Sanxingdui () is an archaeological site and a major Bronze Age culture in modern Guanghan, Sichuan, China. Largely discovered in 1986, following a preliminary finding in 1927, archaeologists excavated artifacts that radiocarbon dating placed in the twelfth–eleventh centuries BC.  The archaeological site is the type site for the Sanxingdui culture that produced these artifacts, archeologists have identified the locale with the ancient kingdom of Shu. The artifacts are displayed in the Sanxingdui Museum located near the city of Guanghan.

Sanxingdui is on the UNESCO list of tentative world heritage sites, along with the Jinsha site and the tombs of boat-shaped coffins.

Background 

Many Chinese archaeologists have identified the Sanxingdui culture to be part of the ancient kingdom of Shu, linking the artifacts found at the site to its early and legendary kings. References to a Shu kingdom that may be dated reliably to such an early period in Chinese historical records are scant. The kingdom is mentioned in Shiji and Shujing as an ally of the Zhou who defeated the Shang. Accounts of the legendary kings of Shu also may be found in local annals.

According to the Chronicles of Huayang that were compiled during the Jin dynasty (266–420), the Shu kingdom was founded by Cancong (). Cancong was described as having protruding eyes, a feature that is found in many of the masks and figures of Sanxingdui. It has therefore been suggested that the large masks with protruding eyes are a representation of Cancong, although there are other interpretations.   Other eye-shaped objects were also found that might suggest worship of the eyes. Other rulers mentioned in Chronicles of Huayang include Boguan (), Yufu (), and Duyu (). Many of the objects are fish- and bird-shaped, and these have been suggested to be totems of Boguan and Yufu (the name Yufu means fish cormorant), and the clan of Yufu has been suggested as the one most likely to be associated with Sanxingdui.

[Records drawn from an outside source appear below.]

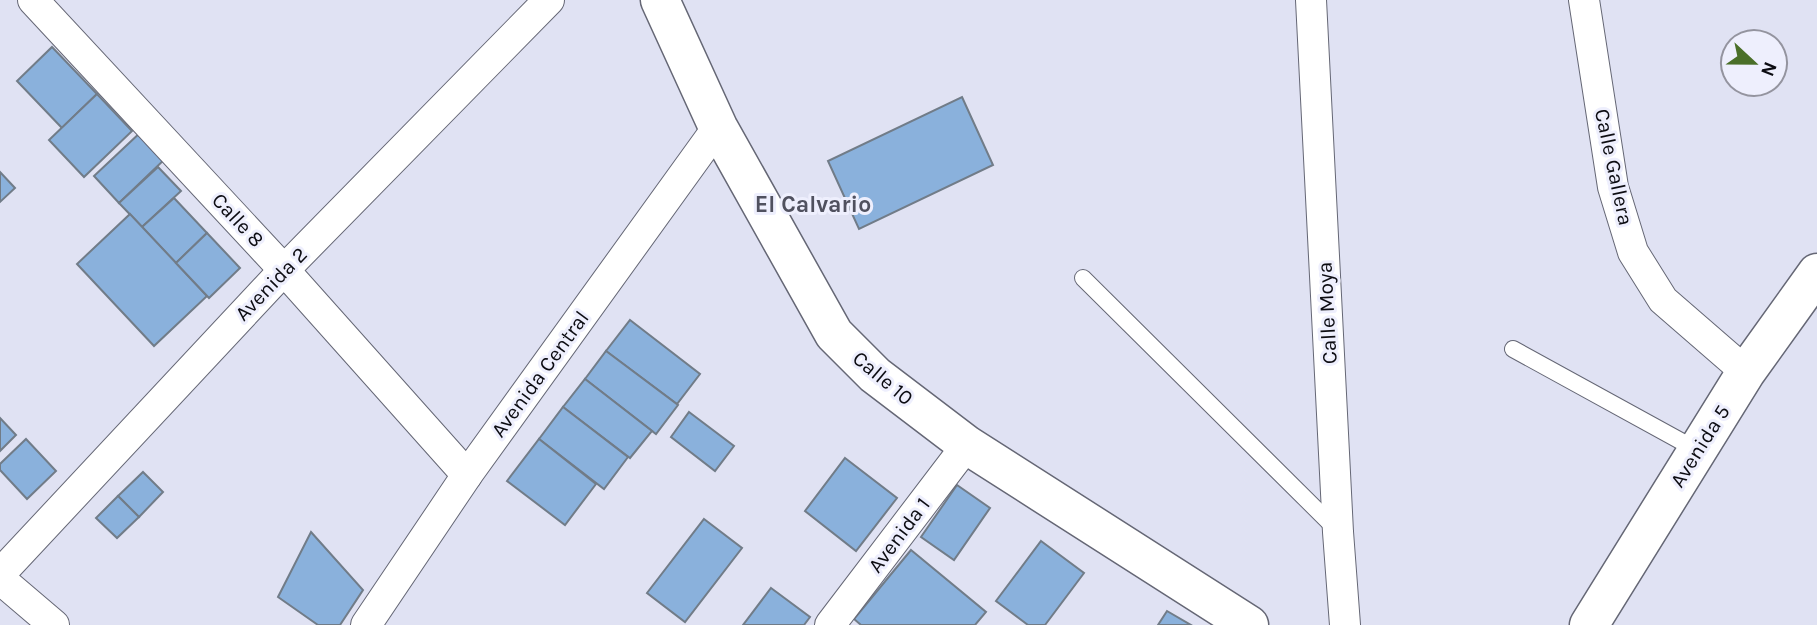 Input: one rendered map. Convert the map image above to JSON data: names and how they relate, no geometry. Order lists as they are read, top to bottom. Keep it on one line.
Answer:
{"streets":{"street":["Calle Gallera","Calle 8","Avenida 2","Calle Moya","Avenida Central","Calle 10","Avenida 5","Avenida 1"]},"crossings":[["Calle Gallera","Avenida 5"],["Calle 8","Avenida 2"],["Calle 8","Avenida Central"],["Avenida Central","Calle 10"],["Calle 10","Avenida 1"]],"districts":["El Calvario"],"north":"right"} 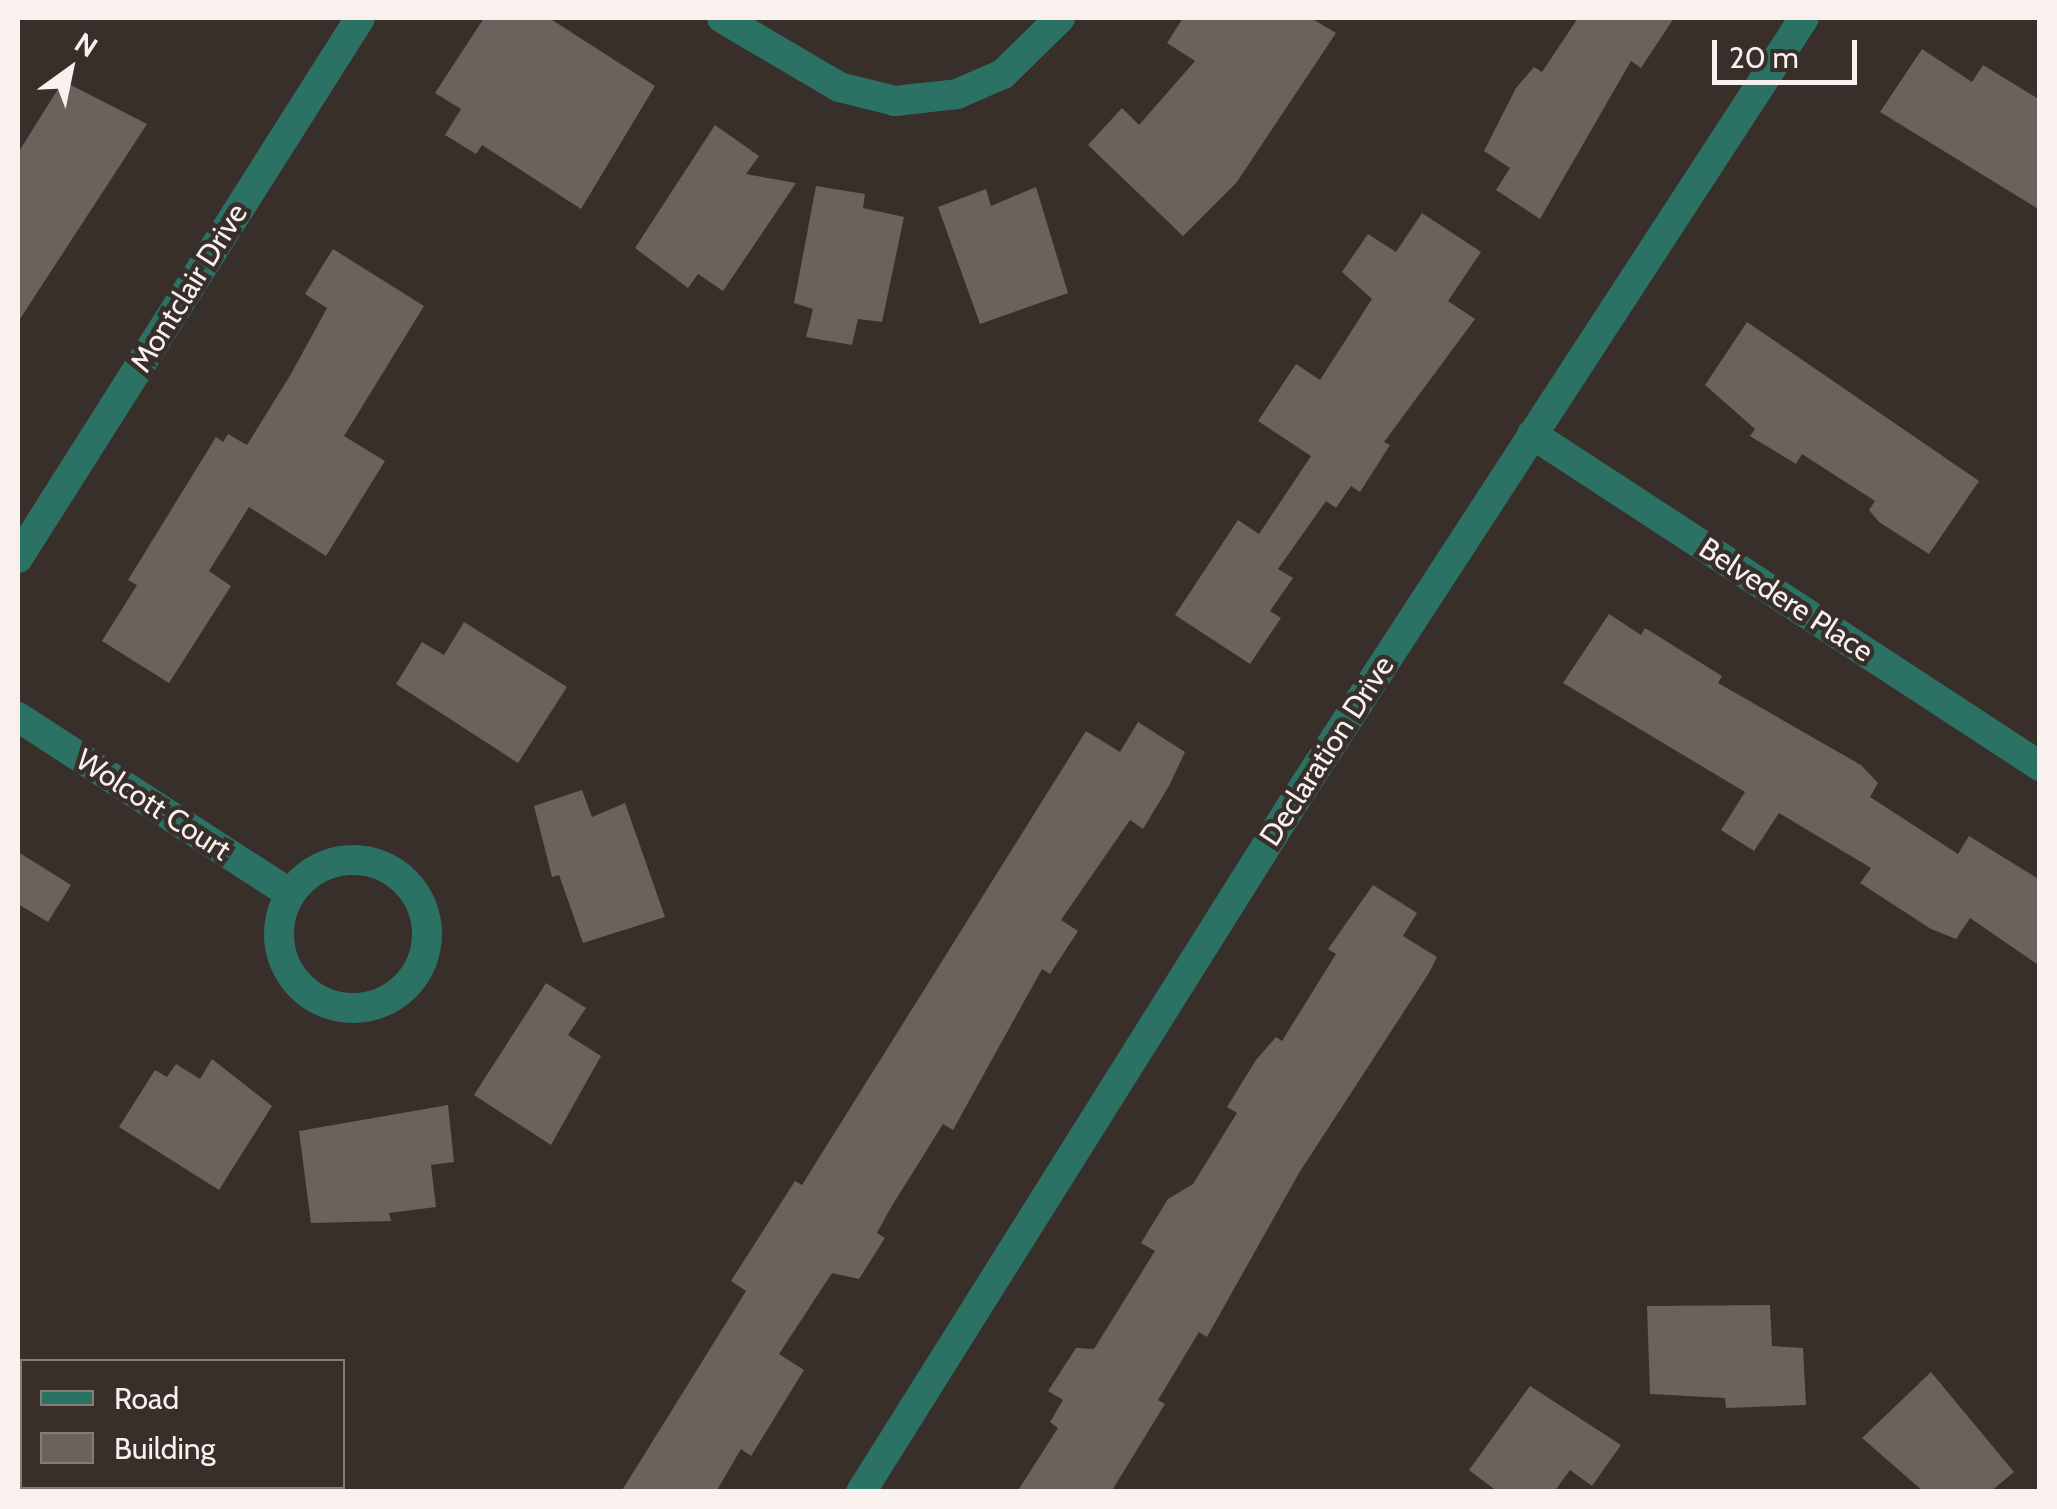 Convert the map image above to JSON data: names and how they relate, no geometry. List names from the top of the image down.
{
  "streets": {
    "street": [
      "Montclair Drive",
      "Belvedere Place",
      "Declaration Drive",
      "Wolcott Court"
    ]
  },
  "crossings": [
    ["Belvedere Place", "Declaration Drive"]
  ],
  "legend": ["Road", "Building"],
  "scale_bar": "20 m",
  "north": "top right"
}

Later, similar discoveries were made at Jinsha as well, which is located 40 km away and has close link with the Sanxingdui culture. It is thought to be the relocated capital of the Shu Kingdom.  It also has been suggested that the Jinsha site may be the hub and capital of the Duyu clan.

Archaeological site 

The Sanxingdui archaeological site is located about 4 km northeast of Nanxing Township, Guanghan, Deyang, Sichuan Province. Archaeological digs at the site showed evidence of a walled city founded  1,600 BCE. The trapezoidal city has an east wall 2,000 m, south wall 2,000 m, west wall 1,600 m enclosing 3.6 km2, similar in scale to the inner city of the Zhengzhou Shang City.

The city was built on the banks of the Yazi River (), and enclosed part of its tributary, Mamu River, within the city walls.  The city walls were 40 m at the base and 20 m at the top, varying in height from 8–10 m.  There was a smaller set of inner walls.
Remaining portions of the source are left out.